POWER is a part of the equation when it comes to explosive football players. Gardena (Calif.) Serra defensive end Oluwole Betiku is one of the most impressive physical specimens of the class, and his raw, explosive power will be put to the test against a group of fast risers along the offensive line.

Led by Mater Dei offensive guard Frank Martin and Murrieta Mesa offensive tackle Nathan Smith, Oluwole will have a chance to prove that he is more than just a good looking player on the hoof. With so much physical upside, Oluwole must begin to display that he has made the game of football his own and that he will develop into a productive defender off the edge.

Martin, who carries a USC scholarship offer, has become a national prospect in recent months. Thought to be more of an interior linemen, Martin will have his hands full in space against the likes Crespi’s Marcus Moore and San Gorgonio’s Shemiah Unutoa-Whitson. A relative unknown, Unutoa-Whitson had 12 sacks last season.

Smith has been offered a scholarship by almost every Pac-12 school but USC and Stanford. At 6-foot-7, 260-pounds, this will be the first time Smith gets a one-on-one look against a vast array of D-I caliber pass rushers.

AGILITY is what makes linebackers like Rialto (Calif.) four-star Lokeni Toailoa and Bakersfield (calif.) four-star Krys Barnes so highly recruited.
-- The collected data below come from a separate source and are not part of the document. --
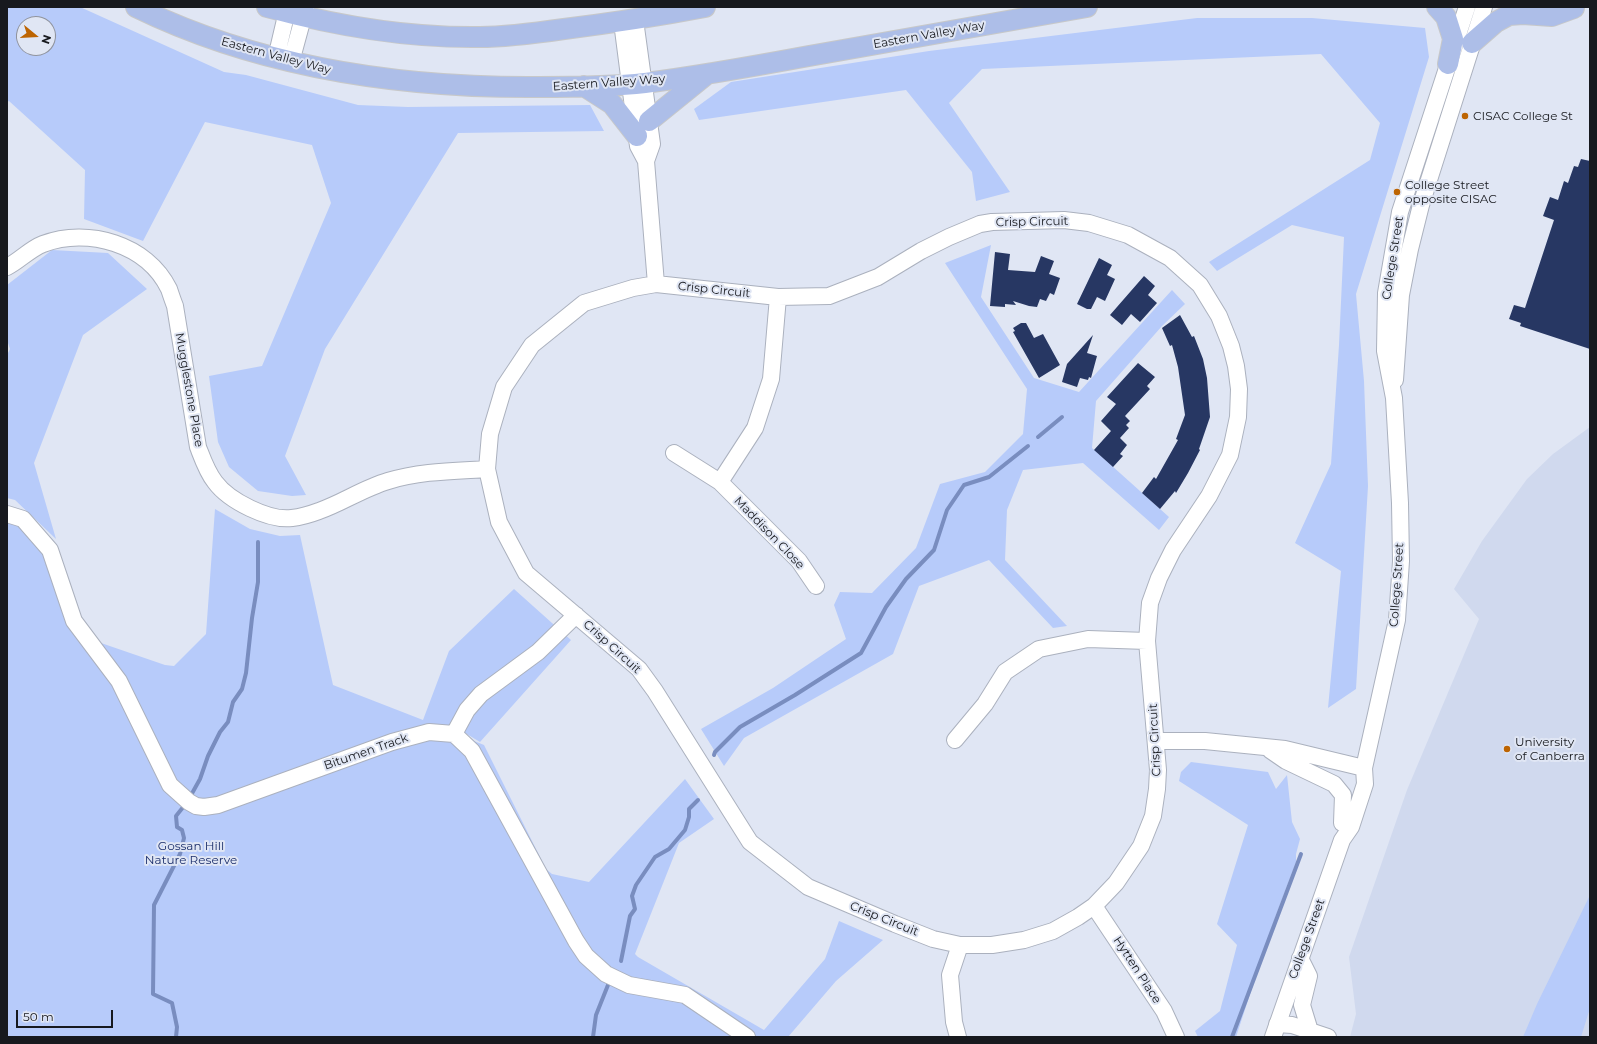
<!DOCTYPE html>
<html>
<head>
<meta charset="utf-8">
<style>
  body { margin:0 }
  #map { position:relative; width:1597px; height:1044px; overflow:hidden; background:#e0e6f4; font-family:Montserrat,sans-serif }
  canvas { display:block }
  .frame { position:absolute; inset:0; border:8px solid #17191e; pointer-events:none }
  .north { position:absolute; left:16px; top:16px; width:40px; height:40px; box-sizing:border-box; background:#e0e6f4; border:1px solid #90949e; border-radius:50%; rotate:108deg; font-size:11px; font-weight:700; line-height:16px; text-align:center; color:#17191e }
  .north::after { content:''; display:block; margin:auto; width:14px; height:18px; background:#bd6401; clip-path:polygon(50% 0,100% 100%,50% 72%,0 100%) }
  .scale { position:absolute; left:16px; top:1010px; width:97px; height:18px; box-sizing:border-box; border:2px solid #17191e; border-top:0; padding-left:5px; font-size:12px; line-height:14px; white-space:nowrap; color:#17191e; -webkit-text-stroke:3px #e0e6f4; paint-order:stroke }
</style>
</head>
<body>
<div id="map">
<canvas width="1597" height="1044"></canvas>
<div class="frame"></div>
<div class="north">N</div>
<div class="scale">50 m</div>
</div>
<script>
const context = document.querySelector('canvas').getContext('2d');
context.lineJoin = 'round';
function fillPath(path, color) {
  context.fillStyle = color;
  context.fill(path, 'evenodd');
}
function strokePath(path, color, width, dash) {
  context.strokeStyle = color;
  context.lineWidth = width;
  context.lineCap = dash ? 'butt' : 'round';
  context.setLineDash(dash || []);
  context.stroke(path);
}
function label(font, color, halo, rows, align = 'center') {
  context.font = font + ' Montserrat,sans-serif';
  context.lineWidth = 4;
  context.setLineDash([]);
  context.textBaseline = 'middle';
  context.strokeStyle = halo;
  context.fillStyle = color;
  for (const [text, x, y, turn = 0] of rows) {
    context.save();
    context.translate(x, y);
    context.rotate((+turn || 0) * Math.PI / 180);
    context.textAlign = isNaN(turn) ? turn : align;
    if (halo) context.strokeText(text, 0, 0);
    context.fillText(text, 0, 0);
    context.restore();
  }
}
const built = new Path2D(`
  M1590,427V1037H1350L1356,1014L1349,957L1407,790L1479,619L1454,589L1482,541L1527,479L1553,454Z`);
const green = new Path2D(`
  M7,7H80L224,72L246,75L358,105L408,107L590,105L604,131L458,133L325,349L285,456L306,495L292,496L258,491L229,467L218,442L209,376L262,366L331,203L312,145L205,122L143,241L84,219L85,170L9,101L7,102ZM24,24H48V48H24Z
  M1197,18H1312L1425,28L1429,57L1356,294L1364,381L1368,486L1356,689L1328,708L1341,571L1295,543L1331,464L1339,345L1344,237L1292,225L1217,271L1209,262L1370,160L1380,123L1321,54L982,69L949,103L1010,192L976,201L972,172L906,90L699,120L694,109L731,82L929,51Z
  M991,245L981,297L1034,378L1079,392L1172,290L1185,304L1162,326L1096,401L1092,448L1169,517L1159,530L1083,463L1023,470L1007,510L1005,560L1067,626L1053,628L989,560L919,586L893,654L744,738L724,766L701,729L773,688L846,639L834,605L840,592L872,593L916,548L940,484L985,472L1023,434L1027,389L945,263Z
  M52,250L108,253L147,289L83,335L34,463L56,539L15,500L7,498V355L10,349L7,340V285Z
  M215,509L250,529L280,536L300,535L333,685L423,720L449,651L514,589L571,640L480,742L455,727L442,728L484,745L546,869L552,874L589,882L685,779L714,819L679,843L635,954L638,957L764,1030L825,959L839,921L883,940L836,981L788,1037H7V514L50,550L71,613L101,643L165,665L174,666L206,634Z
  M1191,762L1268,772L1276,789L1287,775L1292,822L1300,839L1296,854V862L1275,918L1236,1037H1198L1195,1031L1220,1011L1237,945L1217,924L1248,825L1179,781L1181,772Z
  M1590,895V1008L1581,1037H1523L1537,1004Z`);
const stream = new Path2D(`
  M1038,437L1062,417
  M714,755L715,752L740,727L795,695L861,653L886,607L906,579L934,550L947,510L964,485L989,477L1028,446
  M190,797L200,779L208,756L220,732L228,722L233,702L242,689L246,673L252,618L258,582V542
  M621,961L630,916L635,909L632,896L636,885L655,857L669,849L685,830L689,817V809L698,800
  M176,1037L177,1027L172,1003L153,994L154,905L180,854L184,838L182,830L177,827L176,816L184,806
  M593,1037L596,1015L608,985
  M1232,1037L1301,854`);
const building = new Path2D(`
  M1581,159L1590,161V349L1520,326L1521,323L1509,319L1514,305L1525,308L1554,220L1543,216L1550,197L1558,200L1564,181L1568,183L1574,166L1578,167Z
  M995,252L1010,254L1008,270L1035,272L1041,256L1054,261L1049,274L1060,278L1054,295L1050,293L1046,301L1040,299L1037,307L1029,306L1013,301L1016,305L1005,304V307L990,306Z
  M1099,258L1112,265L1107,275L1115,279L1105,301L1097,297L1091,309H1087L1077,304Z
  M1144,276L1155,286L1148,295L1157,303L1140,322L1131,314L1122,325L1110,315Z
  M1180,315L1192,337L1194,336L1203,359L1207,378L1210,417L1199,449L1200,450L1188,473L1176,493L1175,491L1160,509L1142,493L1154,477L1156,479L1178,440L1176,439L1185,415L1178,367L1172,345L1170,346L1162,328Z
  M1021,323H1026L1034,338L1043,334L1060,365L1039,378L1013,332L1015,331L1013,328Z
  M1093,335L1087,353L1097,356L1091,378L1089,377L1088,380L1080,378L1077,387L1062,382L1067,364Z
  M1138,363L1155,377L1147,386L1150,389L1125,416L1130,421L1126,425L1129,428L1120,438L1127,445L1120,454L1123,456L1113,467L1094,450L1111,431L1101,421L1116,404L1107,397Z`);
const minor = new Path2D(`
  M635,20L652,144L646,161
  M622,22L638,146L646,161L656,284
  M276,58L288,7
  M291,62L306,7
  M1064,220L1089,223L1128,235L1170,258L1200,285L1219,316L1231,346L1236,366L1239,389L1238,417L1230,455L1209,496L1173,550L1159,578L1150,603L1147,641L1158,770L1157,789L1153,816L1141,846L1116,883L1094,906L1078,917L1053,931L1024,940L992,945H960L933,939L895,924L808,887L750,842L655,691L639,669L526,573L499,522L487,469L490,434L504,387L532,345L584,303L633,288L656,284L778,297L829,296L878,277L921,251L949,237L980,224L992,222Z
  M7,267C19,261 30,249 43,244C88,227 147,244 169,289C171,295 173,301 175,306L198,447C203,460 207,472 215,482C229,501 269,521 292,518C301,517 311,514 319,511C342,503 364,488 388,481C420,471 454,471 487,469
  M1395,380L1401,295L1410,249L1421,205L1484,7
  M674,453L720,482L799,561L816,586
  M720,482L755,428L771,379L778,297
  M7,514L23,519L50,550L74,621L119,681L170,785L189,802L196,806L204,807L218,805L392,742L429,732L454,734L472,751L576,941L586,956L606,974L629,985L685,995L747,1037
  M454,734L467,710L481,694L538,652L576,615
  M955,740L985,704L1005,672L1039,649L1088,639L1147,641
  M1156,741H1205L1285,749L1364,768
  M1270,750L1286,761L1334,784L1343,795L1342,823
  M1094,906L1164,1011L1176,1037
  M1300,958L1309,976L1302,1005L1310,1031
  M1277,1024L1292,1025L1328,1037
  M958,1037L954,1022L950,975L960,945
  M1273,1037L1342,840L1351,827L1365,784L1364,768L1397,620L1401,561L1400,503L1394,398L1385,351L1386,293L1400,212L1467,7`);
const major = new Path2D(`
  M136,7C261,68 400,88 538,87C574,87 610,87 645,83C700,76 755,66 809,56C902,40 994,23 1087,7
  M267,7C336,26 409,38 480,37C508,37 536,33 564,29C612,23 658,16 705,7
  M1437,7L1446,17L1453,39L1448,64
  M1472,43L1496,22L1509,15L1523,14L1552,16L1574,8
  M584,86L612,104L637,136
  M649,121L707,74`);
const markers = [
  [1465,116,4,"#bd6401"],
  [1397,192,4,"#bd6401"],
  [1507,749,4,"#bd6401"]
];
const streetNames = [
  ["Eastern Valley Way",929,35,-10],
  ["Eastern Valley Way",276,56,15],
  ["Eastern Valley Way",609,83,-4],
  ["Crisp Circuit",1032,222,-1],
  ["College Street",1393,258,-81],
  ["Crisp Circuit",714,290,6],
  ["Mugglestone Place",189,390,80],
  ["Maddison Close",769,533,46],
  ["College Street",1397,585,-86],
  ["Crisp Circuit",612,647,42],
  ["Crisp Circuit",1155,740,-93],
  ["Bitumen Track",366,752,-19],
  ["Crisp Circuit",884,919,22],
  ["College Street",1307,939,-70],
  ["Hytten Place",1137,970,57]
];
const poiNames = [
  ["CISAC College St",1473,116],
  ["College Street",1405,185],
  ["opposite CISAC",1405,199],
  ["University",1515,742],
  ["of Canberra",1515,756]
];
const parkNames = [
  ["Gossan Hill",191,846],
  ["Nature Reserve",191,860]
];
fillPath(built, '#d0d9ee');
fillPath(green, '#b7cbfa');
strokePath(stream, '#798dbf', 4);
fillPath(building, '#273763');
strokePath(minor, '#abb1be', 18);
strokePath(major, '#c7c8c9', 22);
strokePath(minor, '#fff', 16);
strokePath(major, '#adbee8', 20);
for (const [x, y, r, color] of markers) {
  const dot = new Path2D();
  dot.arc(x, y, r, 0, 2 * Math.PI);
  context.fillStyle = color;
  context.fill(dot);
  strokePath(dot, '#e0e6f4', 1.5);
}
label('12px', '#17191e', '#e0e6f4', streetNames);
label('12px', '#17191e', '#e0e6f4', poiNames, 'left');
label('12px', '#1b2e6b', '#e0e6f4', parkNames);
</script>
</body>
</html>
Non-contact camps make evaluating linebackers difficult, but with the offensive skill players holding all of the cards, one-on-one coverage drills against the running backs can turn a lot of heads.

USC is especially enamored with Barnes, who at 6-foot-2, 215-pounds, shows plenty of versatility on film. But how he plays in space as opposed to over a man could help determine whether he is best suited for inside or outside linebacker in a 3-4 system like the Trojans’ use. Barnes and Toailoa helped their club passing team Ground Zero win the Pylon Regional Championship last week, but this week, they play for a spot at The Opening. Also watch out for Rancho Cucamonga (Calif.) Los Osos linebacker Bryce Youngquist to emerge. While the Ground Zero duo have gotten more attention from USC thus far, Youngquist has proven to excel in pass coverage as a linebacker.

REACTION may be what comes of the defensive backs performances at Sunday’s camp. While the junior wide receiver class has been highly touted, the sophomore defensive back class is making its own waves at this early stage of the evaluation process. Led by Los Angeles (Calif.) Salesian cornerback Deommodore Lenoir, there are several underclassmen in the defensive secondary who could make life difficult for this rockstar group of wide outs.

Newbury Park defensive back Darnay Holmes is already a national recruit and St. John Bosco defensive back Keith Taylor is also garnering new scholarship offers weekly. Sophomore Jaylon Redd has been a standout running back prospect in the 2017 class, but he is expected to perform as a cornerback Sunday. Add in Corona (Calif.) Roosevelt sophomore Thomas Graham and the reaction by observers Sunday may be that of surprise when this sophomore onslaught of secondary talent hits the field.

QUICKNESS is the final SPARQ attribute evaluated at The Opening Regional Camp. While 40-yard dash times are a good measure of top end speed among the wide receivers and defensive backs, the game of football is build around quickness. At the quarterback position, it’s about quick reads and a quick release of the football.

Last year, USC quarterback commit Ricky Town was noted for his quick release. This year, two junior quarterback targets will be put under the same microscope. Santa Margarita quarterback K.J. Costello comes into the camp with a USC scholarship offer. With USC, Michigan and Stanford all contending for his pending commitment, Costello will compete against a group of quarterbacks with much less notoriety.

Glendora (Calif.) quarterback Matt Fink maybe the most intriguing of the group. More of a dual-threat quarterback than pocket passer, Fink has the ability to turn heads with a solid 40-yard dash, but his true test will come when the footballs start flying. Fink and Costello are different types of quarterbacks stylistically, but at the end of the day, success will be achieved by competing passes quickly and efficiently. If Fink can spin the ball with accuracy Sunday, Steve Sarkisian may have to re-evaluate his recruiting board.